The main results of this study were confirmed by using alternative commercial software packages. Despite small differences related to optimal thresholds according to the software used,31 the accuracy of final infarct prediction was still inversely related to the grade of leukoaraiosis, and the more restrictive rCBF <20% cutoffs were shown to be more suitable in patients with a high-grade of white matter hyperintensities as well.
This study has some limitations. First, the time from CTP to follow-up MR imaging may affect the accuracy of the FIV prediction due to possible dynamic alterations in the DWI intensity.32 However, our cohort was rather homogeneous because most patients had undergone MR imaging within 48 hours from MT. Second, the low prevalence of patients with PVH 3 in this cohort and the lack of a specific assessment of perfusion parameters in the white matter and the mirror region of the final infarct could have underpowered the analysis of CTP maps. Nevertheless, this cohort study represented faithfully the population eligible for stroke endovascular therapy at our center, and these findings may thus be valid for regular use in clinical practice.
Conclusions
The extent of leukoaraiosis in patients with acute stroke eligible for MT impairs the accuracy of CTP maps for the prediction of tissue viability, even despite appropriate adjustment of CBF cutoffs.
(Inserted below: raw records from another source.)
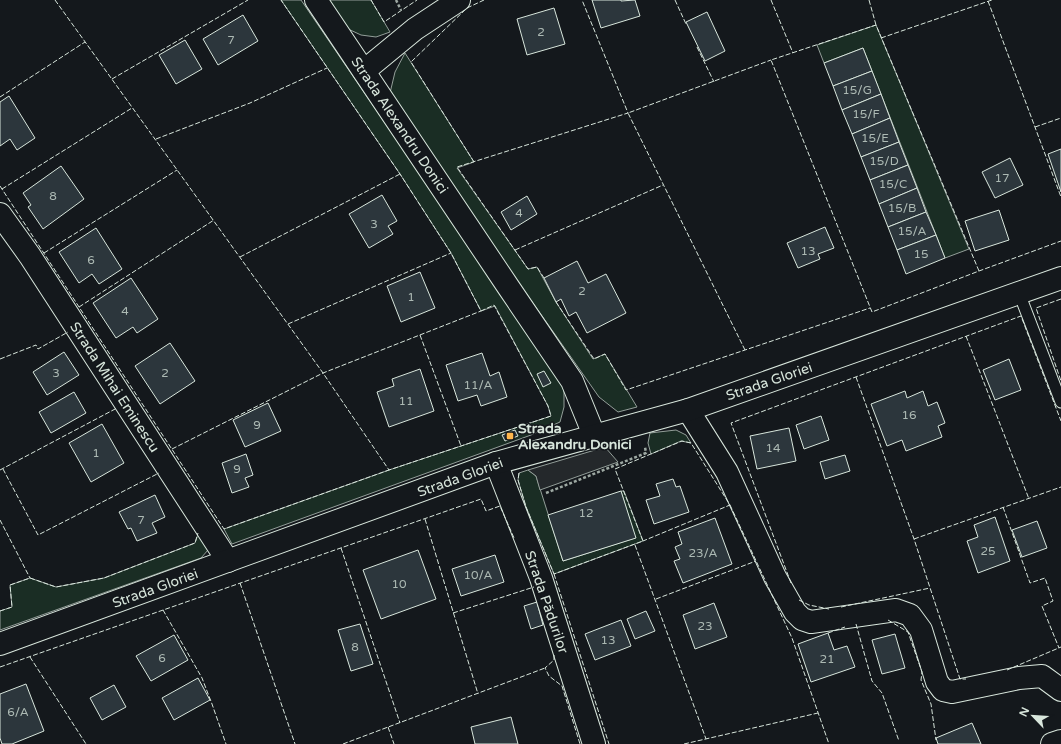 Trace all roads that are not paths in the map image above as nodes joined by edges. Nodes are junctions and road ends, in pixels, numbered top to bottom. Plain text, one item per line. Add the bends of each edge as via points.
1 (316, 0) edge
2 (458, 0) edge
3 (364, 71) junction
4 (0, 214) edge
5 (1061, 278) edge
6 (1019, 293) junction
7 (1061, 402) edge
8 (688, 410) junction
9 (594, 435) junction
10 (496, 463) junction
11 (228, 561) junction
12 (0, 644) edge
13 (1061, 690) edge
14 (1061, 741) edge
15 (594, 744) edge
16 (1052, 744) edge

1 - 3 street, Strada Alexandru Donici
2 - 3 street via 416,29
3 - 9 street, Strada Alexandru Donici via 572,381
4 - 11 street, Strada Mihai Eminescu
5 - 6 street, Strada Gloriei
6 - 7 lane
6 - 8 street, Strada Gloriei
8 - 9 street, Strada Gloriei
8 - 13 street via 727,472 775,577 795,612 802,619 811,622 896,610 910,615 921,630 937,682 943,690 952,692 1019,678 1042,676
9 - 10 street, Strada Gloriei
10 - 11 street, Strada Gloriei
10 - 15 street, Strada Pădurilor via 541,578
11 - 12 street, Strada Gloriei
14 - 16 street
Therefore, the variable prevalence of leukoaraiosis in this clinical setting should be accounted for at the time of the perfusion study evaluation. Further studies assessing the characteristics of white matter hemodynamics in acute stroke are required to provide further insight into the efficacy of reperfusion therapies in patients with this condition.
ABBREVIATIONS:
- FIV
final infarct volume
- ICC
intraclass correlation coefficient
- IQR
interquartile range
- MT
mechanical thrombectomy
- NVT
nonviable tissue
- PVH
periventricular hyperintensity/hypodensity Fazekas score
- rCBF
relative CBF
Footnotes
Disclosures: We thank the support of the Spanish Ministry of Economy and Competitiveness for grant to Sergio Amaro (project PI16/00711 funded by Instituto de Salud Carlos III and co-funded by European Regional Developement Fund [ERDF]).
Salvatore Rudilosso receives funding from Instituto de Salud Carlos III, with a Grant for Health Research (CM18/00116). Carlos Laredo receives funding from Instituto de Salud Carlos III, with a Predoctoral Grant for Health Research (PFIS, FI16/00231). Yashu Zhao received a scholarship from China Scholarship Council. This work was partially developed at the building Centro Esther Koplowitz, Barcelona, Research Centers of Catalonia (CERCA) Programme/Generalitat de Catalunya.